If I expand on the application side, all that time I spent configuring Asterisk PBX servers, configuring user mailboxes and troubleshooting permissions on file shares, that too is all gone. Office365 has taken all that pain away, by simply assigning a license and selecting a few tick boxes, you can have all your productivity tools ready to go. Skype for Business is there, you can start to make calls immediately, you have an Exchange mailbox, and a SharePoint site to store files. Now with Teams it’s not even separate clients, you have a single client that you can configure to support whatever you need to do, and work in a way that makes the technology even more beneficial, and even better, it’s all secured using your corporate identity. The days of multiple logins has ended, I know that’s been the case for a while, but Windows hello takes that even further as you use your face to unlock your machine. I remember seeing that function in a Sci-Fi film thinking that’s amazing but it’s decades away, it really wasn’t.

So, what does all this mean, well, as I originally worked in a support function then moved into consultancy I have first-hand experience of the sheer amount of time and consideration that had to be put into rolling out new applications. The hardware needs and networking that required consideration, usually the trips to the datacentres that were separated for disaster recovery reasons. Rolling out technology was a massive job, and ultimately what happened as a result was very little interaction with the users. Thinking back on it, the main consumers of all of this had very little say and usually had to adapt business process and even change the way they worked to support the technology.

This brings me to point that I wanted to make, historically as a Microsoft consultant your measure was how well you understood the technology, you would be a subject matter expert in your chosen product. For me that was originally Office Communications Server through the versions and up to the latest iteration, Skype for Business. But this is available online now, and yes, I know that in some cases the online versions don’t have feature parity, but if you want to use that reasoning to protect your position as that type of Microsoft consultant, you have already been left behind. It won’t be long before online services eclipse that of any application you can install on-premises. To remain on the front foot, the approach to delivering technology needs to change, you don’t need to worry about the infrastructure anymore, that’s all dealt with, Microsoft’s Clouds are there when you need them, they can expand, and contract based on your demand, they are more resilient then any datacentre I could hope to design and deploy.

The focus should be on those it should have been on originally, the users, only by fully understanding the users and how they carry out their day to day activities can you ensure the technologies you deploy are going to be of benefit, and that’s what matters. Driving the benefit to the end user is vital, note that I said technologies, and I say that because you should now start understanding the benefit of multiple technologies. As an example, how a communications solution can enhance and support business functions, such as remote working and federated communications. How a document storage and classification system can make you more efficient, no more scratching around to find the right document, security and compliance in a messaging solution that protects confidential information automatically. You can also start to extend this out to how you manage and secure the devices that you consume these services on.

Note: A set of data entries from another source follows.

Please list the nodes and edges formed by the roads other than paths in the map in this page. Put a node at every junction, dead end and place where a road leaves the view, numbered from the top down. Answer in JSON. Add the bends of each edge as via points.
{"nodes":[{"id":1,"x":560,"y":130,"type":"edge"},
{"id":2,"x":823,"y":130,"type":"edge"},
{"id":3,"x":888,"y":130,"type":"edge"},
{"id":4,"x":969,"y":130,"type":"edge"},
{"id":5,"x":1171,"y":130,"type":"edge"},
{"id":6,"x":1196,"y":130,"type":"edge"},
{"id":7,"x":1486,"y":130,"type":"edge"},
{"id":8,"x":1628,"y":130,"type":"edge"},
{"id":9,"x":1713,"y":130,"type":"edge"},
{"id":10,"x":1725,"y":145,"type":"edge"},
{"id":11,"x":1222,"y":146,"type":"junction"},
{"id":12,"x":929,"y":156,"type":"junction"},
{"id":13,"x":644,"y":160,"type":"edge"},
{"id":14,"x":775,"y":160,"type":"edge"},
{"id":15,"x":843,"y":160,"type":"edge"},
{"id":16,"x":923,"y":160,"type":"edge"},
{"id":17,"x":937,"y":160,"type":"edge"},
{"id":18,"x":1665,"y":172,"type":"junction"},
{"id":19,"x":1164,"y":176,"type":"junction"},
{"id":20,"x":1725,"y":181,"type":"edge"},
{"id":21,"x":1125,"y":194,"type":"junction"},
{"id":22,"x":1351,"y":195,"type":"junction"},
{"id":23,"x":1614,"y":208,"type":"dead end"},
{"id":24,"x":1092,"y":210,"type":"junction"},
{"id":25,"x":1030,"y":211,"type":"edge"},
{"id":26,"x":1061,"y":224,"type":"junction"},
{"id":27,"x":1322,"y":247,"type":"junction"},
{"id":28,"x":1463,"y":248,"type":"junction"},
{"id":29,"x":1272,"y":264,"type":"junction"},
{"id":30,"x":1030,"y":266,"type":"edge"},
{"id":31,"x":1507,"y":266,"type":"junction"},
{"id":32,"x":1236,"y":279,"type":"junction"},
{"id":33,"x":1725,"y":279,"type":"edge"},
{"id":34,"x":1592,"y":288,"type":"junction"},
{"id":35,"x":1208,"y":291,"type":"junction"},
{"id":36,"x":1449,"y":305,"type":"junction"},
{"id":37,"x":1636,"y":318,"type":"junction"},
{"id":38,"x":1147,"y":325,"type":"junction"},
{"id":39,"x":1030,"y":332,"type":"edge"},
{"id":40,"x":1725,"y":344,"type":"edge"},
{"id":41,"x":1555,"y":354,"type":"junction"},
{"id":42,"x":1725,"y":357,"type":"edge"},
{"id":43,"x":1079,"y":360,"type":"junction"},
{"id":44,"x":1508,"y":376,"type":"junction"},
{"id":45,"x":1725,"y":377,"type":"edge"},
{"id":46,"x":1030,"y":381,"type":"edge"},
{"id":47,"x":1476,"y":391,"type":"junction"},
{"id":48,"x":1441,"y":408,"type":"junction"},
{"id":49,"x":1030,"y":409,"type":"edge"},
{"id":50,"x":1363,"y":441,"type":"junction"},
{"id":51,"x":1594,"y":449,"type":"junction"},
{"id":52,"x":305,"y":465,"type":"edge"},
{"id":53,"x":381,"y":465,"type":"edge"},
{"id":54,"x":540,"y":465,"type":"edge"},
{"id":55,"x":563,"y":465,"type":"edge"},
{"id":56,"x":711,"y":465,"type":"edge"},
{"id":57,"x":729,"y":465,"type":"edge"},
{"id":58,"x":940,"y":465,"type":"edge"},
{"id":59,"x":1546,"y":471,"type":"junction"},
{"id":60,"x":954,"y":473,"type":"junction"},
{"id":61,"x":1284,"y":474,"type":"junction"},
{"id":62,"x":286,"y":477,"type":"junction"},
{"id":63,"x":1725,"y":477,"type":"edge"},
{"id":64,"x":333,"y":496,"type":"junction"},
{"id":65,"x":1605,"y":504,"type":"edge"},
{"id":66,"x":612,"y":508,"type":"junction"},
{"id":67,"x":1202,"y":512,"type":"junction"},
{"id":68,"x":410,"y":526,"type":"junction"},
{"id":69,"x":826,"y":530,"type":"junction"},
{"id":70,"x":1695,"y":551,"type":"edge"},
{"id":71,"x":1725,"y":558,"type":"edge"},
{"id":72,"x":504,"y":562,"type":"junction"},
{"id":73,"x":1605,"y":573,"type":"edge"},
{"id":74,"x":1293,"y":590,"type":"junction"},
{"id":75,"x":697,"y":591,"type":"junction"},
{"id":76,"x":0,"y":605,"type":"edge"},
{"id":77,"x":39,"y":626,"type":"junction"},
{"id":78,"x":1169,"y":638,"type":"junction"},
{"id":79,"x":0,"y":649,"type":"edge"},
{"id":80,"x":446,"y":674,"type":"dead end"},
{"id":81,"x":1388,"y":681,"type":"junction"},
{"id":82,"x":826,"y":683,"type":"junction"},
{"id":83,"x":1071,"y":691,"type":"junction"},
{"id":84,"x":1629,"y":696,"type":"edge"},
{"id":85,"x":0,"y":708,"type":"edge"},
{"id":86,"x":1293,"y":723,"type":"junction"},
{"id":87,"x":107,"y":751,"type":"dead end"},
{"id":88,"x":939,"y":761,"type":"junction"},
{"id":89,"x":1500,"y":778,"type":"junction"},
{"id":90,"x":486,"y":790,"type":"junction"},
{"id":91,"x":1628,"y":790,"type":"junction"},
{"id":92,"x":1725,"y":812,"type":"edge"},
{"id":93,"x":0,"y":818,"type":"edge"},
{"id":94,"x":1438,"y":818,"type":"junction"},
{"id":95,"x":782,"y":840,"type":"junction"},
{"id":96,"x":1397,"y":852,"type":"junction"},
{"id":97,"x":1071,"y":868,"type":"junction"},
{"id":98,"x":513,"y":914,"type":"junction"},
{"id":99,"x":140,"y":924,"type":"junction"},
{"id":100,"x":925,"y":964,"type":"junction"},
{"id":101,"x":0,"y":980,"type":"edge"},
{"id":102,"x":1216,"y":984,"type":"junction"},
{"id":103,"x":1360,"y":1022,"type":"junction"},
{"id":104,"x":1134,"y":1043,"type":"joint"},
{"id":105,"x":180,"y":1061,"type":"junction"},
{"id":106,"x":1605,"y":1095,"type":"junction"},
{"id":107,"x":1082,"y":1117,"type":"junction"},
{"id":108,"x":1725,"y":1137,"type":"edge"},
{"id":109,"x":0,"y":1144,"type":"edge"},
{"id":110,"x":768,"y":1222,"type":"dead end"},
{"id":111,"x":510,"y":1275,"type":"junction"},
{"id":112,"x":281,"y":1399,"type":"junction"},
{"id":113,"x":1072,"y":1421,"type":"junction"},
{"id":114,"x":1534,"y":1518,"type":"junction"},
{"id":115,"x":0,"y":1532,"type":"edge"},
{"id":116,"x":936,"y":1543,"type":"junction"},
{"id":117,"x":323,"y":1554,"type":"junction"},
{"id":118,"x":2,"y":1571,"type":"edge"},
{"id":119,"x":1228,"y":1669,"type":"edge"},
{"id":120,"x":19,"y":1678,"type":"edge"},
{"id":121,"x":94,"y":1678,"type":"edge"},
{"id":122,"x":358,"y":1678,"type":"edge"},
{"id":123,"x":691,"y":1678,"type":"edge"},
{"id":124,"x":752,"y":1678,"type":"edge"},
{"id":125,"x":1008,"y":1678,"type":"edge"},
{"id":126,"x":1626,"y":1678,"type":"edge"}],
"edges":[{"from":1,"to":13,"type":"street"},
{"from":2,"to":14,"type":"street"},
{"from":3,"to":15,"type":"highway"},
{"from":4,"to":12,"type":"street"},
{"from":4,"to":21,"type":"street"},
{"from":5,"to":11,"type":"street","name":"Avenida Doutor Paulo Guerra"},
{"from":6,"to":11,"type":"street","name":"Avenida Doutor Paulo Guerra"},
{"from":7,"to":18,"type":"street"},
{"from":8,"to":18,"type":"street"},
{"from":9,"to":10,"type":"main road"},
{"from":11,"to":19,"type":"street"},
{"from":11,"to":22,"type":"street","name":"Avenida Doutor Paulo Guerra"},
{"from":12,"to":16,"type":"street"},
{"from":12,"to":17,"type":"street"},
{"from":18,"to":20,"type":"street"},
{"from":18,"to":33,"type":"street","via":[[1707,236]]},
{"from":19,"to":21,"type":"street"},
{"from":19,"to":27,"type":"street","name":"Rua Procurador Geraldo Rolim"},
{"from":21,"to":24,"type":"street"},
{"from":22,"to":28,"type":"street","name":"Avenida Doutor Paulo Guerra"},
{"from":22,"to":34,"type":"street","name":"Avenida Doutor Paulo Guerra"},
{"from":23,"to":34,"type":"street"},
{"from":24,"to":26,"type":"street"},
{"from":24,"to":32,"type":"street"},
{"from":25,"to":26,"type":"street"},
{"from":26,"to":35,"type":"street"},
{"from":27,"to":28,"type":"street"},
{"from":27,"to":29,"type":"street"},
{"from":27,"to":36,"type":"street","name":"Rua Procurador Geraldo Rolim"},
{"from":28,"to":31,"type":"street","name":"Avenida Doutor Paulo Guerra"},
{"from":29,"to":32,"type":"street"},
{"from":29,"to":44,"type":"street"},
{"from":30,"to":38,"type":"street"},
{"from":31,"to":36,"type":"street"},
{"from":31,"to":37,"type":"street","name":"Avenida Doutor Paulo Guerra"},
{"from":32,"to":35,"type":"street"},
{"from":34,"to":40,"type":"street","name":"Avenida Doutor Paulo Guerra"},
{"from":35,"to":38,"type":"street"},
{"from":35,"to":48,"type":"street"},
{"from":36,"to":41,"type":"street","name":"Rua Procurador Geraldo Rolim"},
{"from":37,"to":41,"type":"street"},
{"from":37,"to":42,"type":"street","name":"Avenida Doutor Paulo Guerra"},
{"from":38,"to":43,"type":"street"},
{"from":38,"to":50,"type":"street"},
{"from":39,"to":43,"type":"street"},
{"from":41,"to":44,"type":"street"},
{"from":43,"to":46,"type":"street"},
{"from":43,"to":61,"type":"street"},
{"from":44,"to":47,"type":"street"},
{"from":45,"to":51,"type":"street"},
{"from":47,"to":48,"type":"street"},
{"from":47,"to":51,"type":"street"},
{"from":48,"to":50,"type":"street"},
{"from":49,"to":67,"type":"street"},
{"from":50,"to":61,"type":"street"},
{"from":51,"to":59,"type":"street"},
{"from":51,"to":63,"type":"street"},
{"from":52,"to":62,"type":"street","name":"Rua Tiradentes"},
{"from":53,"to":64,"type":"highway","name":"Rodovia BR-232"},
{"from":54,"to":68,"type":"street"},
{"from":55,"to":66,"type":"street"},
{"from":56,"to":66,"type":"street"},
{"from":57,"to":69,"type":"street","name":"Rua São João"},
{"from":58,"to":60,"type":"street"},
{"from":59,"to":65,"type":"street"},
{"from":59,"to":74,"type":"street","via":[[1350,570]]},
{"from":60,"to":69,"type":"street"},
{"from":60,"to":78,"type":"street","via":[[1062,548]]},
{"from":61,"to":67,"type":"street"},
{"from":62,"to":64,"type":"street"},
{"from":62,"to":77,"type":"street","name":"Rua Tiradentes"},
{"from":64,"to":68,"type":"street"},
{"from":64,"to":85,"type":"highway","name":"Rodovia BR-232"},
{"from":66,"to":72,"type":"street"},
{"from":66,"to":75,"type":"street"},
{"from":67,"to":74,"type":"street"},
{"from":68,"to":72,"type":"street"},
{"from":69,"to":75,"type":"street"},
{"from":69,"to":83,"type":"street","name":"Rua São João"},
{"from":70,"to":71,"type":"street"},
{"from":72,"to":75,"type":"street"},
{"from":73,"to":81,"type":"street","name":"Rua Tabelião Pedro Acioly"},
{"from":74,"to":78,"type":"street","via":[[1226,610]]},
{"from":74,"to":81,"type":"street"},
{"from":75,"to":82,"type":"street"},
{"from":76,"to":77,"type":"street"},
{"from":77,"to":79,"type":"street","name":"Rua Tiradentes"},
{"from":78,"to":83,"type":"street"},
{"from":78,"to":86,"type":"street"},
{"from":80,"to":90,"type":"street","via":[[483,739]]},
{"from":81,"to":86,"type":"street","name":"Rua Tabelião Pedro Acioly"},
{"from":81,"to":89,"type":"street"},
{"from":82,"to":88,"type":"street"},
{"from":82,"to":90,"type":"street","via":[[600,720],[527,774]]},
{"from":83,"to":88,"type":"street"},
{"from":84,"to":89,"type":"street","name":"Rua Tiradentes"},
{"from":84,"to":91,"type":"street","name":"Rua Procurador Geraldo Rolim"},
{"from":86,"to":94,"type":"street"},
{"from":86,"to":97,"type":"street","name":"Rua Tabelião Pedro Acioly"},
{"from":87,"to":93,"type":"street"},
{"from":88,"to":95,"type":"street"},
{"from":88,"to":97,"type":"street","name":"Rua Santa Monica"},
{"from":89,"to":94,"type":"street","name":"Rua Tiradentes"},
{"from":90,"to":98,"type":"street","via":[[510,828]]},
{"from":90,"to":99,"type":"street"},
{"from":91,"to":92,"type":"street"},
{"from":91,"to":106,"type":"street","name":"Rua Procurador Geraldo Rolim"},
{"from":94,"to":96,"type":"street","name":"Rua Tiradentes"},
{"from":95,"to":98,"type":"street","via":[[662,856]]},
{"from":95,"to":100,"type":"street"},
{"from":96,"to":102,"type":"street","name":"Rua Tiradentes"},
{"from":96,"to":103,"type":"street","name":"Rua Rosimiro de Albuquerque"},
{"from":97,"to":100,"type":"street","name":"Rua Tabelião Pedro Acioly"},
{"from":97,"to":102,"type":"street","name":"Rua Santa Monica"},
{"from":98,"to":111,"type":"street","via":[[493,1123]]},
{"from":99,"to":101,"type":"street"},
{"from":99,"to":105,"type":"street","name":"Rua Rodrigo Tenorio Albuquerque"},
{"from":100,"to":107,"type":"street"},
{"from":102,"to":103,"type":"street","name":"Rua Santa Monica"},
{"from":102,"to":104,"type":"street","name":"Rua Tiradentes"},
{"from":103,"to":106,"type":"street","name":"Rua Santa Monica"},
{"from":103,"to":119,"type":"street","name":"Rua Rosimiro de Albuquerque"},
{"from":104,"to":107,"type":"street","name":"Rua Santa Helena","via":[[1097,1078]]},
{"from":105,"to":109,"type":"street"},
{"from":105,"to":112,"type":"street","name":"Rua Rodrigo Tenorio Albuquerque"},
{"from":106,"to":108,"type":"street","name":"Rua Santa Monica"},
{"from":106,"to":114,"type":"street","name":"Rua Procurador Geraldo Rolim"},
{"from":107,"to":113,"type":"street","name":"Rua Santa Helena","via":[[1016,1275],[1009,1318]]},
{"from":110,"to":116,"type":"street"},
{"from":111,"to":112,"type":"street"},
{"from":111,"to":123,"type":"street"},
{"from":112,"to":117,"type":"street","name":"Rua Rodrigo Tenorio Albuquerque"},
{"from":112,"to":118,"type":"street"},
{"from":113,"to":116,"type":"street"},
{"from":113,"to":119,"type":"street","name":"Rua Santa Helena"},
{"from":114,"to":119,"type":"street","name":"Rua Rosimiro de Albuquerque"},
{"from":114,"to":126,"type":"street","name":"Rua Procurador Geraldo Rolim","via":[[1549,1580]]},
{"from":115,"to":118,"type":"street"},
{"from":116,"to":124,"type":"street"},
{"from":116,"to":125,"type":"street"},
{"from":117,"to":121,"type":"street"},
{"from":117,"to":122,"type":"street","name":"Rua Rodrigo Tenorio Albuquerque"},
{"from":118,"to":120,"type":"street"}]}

Being a Microsoft consultant is no longer about understanding how the infrastructure is designed, deployed and maintained, it’s designed, deployed and maintained by Microsoft. Being a Microsoft consultant is about using the technology to improve, enrich and transform the way users work, and that in turn will transform how the organisation works, if you ever hope to help organisations use technology to transform the way they work, then you also need to allow technology to transform you, specifically the way you think about it and approach the delivery of it, and then continue to drive the benefit of it.